What was initially known by settlers as Poverty Flats became incorporated as an official community when Pearson Barton Reading received the Rancho Buena Ventura land grant in 1844, encompassing what would become modern day Redding and Cottonwood. Reading’s primary interest was the gold that could be mined from the Whiskeytown Lake area. There he established a mining operation where settlers and natives toiled in search of California’s greatest prize. For a time the city was known as Reading, however it’s Benjamin B. Redding to whom we owe the final name, a decision made 36 years later when the Central Pacific Railroad’s prominence in the area became well established. The former Sacramento mayor brought the locomotive with him to northern California in 1872 after purchasing and beginning construction of the railroad on a tract of land running through Poverty Flats that would transform the town of 600 into a major hub, officially incorporated as a California city in 1887.

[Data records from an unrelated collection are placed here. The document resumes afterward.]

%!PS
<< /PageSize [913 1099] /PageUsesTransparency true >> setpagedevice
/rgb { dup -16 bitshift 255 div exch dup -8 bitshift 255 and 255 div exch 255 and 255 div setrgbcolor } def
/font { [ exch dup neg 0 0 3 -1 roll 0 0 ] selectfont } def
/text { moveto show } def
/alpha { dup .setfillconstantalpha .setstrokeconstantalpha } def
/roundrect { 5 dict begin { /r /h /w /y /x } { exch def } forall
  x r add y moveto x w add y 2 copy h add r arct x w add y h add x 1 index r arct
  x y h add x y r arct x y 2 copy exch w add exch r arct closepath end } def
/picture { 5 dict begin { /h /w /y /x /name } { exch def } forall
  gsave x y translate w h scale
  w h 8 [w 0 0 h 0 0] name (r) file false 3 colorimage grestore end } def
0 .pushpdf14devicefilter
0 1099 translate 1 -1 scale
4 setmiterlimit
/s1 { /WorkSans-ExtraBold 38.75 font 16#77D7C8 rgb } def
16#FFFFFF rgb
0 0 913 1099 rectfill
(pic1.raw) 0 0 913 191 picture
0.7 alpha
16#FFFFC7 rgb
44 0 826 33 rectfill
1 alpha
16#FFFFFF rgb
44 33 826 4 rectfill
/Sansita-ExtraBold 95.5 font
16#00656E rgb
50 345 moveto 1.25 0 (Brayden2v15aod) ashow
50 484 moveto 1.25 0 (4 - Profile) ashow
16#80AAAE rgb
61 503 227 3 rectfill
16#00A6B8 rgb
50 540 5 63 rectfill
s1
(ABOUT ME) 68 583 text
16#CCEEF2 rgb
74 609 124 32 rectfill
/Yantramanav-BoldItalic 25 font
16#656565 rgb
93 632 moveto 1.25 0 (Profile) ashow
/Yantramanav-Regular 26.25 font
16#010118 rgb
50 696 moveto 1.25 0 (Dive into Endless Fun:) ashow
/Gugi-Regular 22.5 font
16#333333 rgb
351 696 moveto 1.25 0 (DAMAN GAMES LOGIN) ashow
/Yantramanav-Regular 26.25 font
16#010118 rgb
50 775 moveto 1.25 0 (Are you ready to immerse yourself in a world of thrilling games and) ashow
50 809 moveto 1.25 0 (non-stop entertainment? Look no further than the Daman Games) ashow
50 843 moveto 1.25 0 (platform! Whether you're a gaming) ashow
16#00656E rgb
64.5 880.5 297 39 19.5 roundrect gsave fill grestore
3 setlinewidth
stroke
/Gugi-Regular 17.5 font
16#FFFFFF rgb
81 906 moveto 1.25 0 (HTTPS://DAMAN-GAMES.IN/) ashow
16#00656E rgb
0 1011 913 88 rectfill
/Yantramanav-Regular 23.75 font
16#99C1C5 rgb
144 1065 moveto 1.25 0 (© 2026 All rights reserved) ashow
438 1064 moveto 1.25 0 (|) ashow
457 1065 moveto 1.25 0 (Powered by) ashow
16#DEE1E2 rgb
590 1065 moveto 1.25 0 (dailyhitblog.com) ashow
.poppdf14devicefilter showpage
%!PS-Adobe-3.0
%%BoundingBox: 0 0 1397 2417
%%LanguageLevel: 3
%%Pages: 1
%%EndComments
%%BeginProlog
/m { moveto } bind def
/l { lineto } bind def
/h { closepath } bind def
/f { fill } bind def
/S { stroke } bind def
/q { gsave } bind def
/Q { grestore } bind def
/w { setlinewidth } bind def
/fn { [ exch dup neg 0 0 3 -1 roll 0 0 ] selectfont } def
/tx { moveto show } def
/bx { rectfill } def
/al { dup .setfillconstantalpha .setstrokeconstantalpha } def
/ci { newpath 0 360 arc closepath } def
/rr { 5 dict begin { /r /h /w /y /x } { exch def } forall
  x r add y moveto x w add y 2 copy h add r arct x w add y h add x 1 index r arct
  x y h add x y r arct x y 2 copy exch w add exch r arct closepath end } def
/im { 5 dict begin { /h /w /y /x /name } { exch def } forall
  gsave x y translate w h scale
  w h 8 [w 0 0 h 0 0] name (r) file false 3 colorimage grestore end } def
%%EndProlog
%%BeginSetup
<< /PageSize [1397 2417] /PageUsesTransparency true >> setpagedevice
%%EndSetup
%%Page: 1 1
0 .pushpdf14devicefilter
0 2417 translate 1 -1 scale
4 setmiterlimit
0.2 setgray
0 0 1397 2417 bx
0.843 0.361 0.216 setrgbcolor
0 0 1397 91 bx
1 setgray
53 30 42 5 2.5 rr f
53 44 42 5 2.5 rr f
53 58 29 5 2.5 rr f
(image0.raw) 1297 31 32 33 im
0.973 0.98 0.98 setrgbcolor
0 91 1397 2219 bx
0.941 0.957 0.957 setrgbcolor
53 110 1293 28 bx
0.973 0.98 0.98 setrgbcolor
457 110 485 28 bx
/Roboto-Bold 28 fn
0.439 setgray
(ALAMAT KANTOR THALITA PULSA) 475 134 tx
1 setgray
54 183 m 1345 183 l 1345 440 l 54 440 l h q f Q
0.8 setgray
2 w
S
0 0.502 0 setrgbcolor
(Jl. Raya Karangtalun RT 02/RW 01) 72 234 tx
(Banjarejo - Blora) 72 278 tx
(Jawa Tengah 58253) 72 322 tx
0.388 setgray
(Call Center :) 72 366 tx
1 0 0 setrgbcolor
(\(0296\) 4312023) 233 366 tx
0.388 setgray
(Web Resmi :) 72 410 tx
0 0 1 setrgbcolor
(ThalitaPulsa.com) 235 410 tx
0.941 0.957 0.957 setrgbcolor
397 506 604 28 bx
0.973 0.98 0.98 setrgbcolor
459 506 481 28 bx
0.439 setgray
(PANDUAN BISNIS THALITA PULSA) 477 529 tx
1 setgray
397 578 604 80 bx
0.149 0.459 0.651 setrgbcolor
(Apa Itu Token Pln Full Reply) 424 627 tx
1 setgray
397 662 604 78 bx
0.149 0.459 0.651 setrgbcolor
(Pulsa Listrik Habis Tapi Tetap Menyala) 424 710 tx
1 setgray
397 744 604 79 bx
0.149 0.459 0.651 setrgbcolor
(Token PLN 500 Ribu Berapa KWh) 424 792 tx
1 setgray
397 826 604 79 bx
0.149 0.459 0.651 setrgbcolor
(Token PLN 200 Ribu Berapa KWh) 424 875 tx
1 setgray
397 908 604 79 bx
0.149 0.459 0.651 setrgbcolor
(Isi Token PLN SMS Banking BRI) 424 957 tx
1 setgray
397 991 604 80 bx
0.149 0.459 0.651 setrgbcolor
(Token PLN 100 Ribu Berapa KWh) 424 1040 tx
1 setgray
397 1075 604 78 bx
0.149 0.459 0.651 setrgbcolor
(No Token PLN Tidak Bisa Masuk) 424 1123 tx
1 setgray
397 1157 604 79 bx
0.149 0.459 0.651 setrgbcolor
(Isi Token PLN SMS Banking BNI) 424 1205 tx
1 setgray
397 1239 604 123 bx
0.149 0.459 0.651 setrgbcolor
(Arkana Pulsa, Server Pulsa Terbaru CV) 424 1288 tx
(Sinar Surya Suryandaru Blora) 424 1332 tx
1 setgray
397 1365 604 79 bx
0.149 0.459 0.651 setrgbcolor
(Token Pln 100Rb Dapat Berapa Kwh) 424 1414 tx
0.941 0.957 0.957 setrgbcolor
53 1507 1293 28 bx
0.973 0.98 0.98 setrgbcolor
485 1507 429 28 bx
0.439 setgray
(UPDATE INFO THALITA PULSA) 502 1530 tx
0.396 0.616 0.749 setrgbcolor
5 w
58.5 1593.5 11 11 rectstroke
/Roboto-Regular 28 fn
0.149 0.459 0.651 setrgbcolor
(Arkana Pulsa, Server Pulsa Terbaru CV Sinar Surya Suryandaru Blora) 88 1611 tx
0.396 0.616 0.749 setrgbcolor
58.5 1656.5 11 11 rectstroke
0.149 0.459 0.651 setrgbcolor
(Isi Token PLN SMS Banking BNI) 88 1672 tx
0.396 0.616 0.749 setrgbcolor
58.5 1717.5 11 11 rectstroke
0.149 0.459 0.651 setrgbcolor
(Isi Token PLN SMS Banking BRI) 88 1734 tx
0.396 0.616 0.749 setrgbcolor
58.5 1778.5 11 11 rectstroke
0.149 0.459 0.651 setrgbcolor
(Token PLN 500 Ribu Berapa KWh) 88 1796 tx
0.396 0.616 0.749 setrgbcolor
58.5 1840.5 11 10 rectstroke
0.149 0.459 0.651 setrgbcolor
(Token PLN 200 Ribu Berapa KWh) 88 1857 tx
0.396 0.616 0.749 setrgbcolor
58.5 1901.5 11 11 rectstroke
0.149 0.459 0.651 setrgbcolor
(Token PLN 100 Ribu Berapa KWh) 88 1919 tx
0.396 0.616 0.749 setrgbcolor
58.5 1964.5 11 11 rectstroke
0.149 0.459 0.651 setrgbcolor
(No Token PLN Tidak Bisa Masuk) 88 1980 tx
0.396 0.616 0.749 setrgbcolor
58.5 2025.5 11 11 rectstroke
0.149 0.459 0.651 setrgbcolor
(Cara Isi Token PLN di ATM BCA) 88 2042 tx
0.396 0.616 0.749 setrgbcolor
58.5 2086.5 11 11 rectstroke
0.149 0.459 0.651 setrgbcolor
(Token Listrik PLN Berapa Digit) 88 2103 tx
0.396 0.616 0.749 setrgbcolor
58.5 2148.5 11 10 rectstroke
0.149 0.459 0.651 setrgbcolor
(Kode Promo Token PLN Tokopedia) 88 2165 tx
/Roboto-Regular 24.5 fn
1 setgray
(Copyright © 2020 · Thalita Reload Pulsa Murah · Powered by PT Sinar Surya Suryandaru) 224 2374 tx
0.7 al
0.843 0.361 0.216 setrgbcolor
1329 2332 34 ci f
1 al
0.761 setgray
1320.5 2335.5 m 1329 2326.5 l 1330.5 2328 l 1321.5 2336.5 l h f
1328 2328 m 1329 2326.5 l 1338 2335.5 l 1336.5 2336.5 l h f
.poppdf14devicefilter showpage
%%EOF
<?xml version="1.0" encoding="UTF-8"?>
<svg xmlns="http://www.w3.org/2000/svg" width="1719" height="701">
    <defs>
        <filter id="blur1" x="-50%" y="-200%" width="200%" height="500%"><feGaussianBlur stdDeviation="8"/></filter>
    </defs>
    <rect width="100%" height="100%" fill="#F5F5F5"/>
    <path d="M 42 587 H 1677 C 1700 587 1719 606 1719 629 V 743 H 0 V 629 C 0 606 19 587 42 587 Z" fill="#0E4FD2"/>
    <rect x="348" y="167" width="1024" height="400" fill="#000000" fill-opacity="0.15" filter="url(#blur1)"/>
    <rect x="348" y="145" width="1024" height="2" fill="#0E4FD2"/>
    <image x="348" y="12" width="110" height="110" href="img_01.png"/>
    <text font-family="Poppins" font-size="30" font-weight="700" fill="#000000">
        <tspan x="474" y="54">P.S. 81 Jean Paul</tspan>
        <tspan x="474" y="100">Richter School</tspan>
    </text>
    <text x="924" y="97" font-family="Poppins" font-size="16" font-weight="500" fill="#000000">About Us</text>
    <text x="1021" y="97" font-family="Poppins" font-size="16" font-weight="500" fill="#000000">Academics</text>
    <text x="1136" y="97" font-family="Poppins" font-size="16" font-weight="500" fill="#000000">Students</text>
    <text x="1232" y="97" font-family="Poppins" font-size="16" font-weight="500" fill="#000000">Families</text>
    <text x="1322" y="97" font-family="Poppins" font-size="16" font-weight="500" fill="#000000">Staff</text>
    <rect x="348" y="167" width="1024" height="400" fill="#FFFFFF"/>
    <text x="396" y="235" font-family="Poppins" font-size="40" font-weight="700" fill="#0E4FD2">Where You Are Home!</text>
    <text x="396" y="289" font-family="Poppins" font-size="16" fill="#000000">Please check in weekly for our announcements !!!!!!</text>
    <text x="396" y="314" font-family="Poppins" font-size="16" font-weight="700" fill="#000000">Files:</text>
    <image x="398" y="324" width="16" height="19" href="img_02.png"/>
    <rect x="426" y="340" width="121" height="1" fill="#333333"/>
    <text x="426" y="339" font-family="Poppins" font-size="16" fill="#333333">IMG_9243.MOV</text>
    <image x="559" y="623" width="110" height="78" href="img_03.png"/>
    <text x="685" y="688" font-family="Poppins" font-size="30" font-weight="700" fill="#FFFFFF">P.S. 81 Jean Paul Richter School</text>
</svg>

The gold which had so attracted settlers had run dry by the time Redding gained township, as had the copper and iron once the Roaring Twenties arrived. However the lumber industry revitalized the economy when the construction of Shasta Dam was completed, something that further alienated the remaining Wintu in the region. These survivors had been forcibly moved to the Redding Rancheria in 1922, and no natives lived in their ancestral territory in the Whiskeytown National Recreation Area. The Shasta Dam wasn’t the only dam to be constructed on native lands—the Whiskeytown Dam was later constructed in the 1960’s, again bringing with it a slew of workers in its colossal construction effort. The dam’s construction produced Whiskeytown Lake with its 36 mile long shoreline, a massive recreational space that served to further tourism in the region.
Redding’s history is a tragic one, as are the histories of other cities in Northern California. While many current residents might not realize it, the native presence there, once rich and flourishing, has been decimated by years of replacement and development. Efforts have been made by the remaining Wintu in the region to continue their traditions and preserve their culture and language. Today, 2,500 Wintu survive, living on the Round Valley Reservation and Redding Rancheria.
“How Redding Got its Name – A Tale of Two Men With Nearly the Same Name” (https://www.activenorcal.com/how-redding-got-its-name-a-tale-of-two-men-with-nearly-the-same-name/)
“Historic Redding California” (https://www.cityofredding.org/about-us/brief-history-of-redding#:~:text=Redding%2C%20a%20land%20agent%20of,through%20the%20area%20in%201872.&text=With%20600%20settlers%2C%20Redding%20was,laws%20in%20the%20State%20Constitution
“Genocides of California” (https://www.angelfire.com/sk/syukhtun/excerpt3.html)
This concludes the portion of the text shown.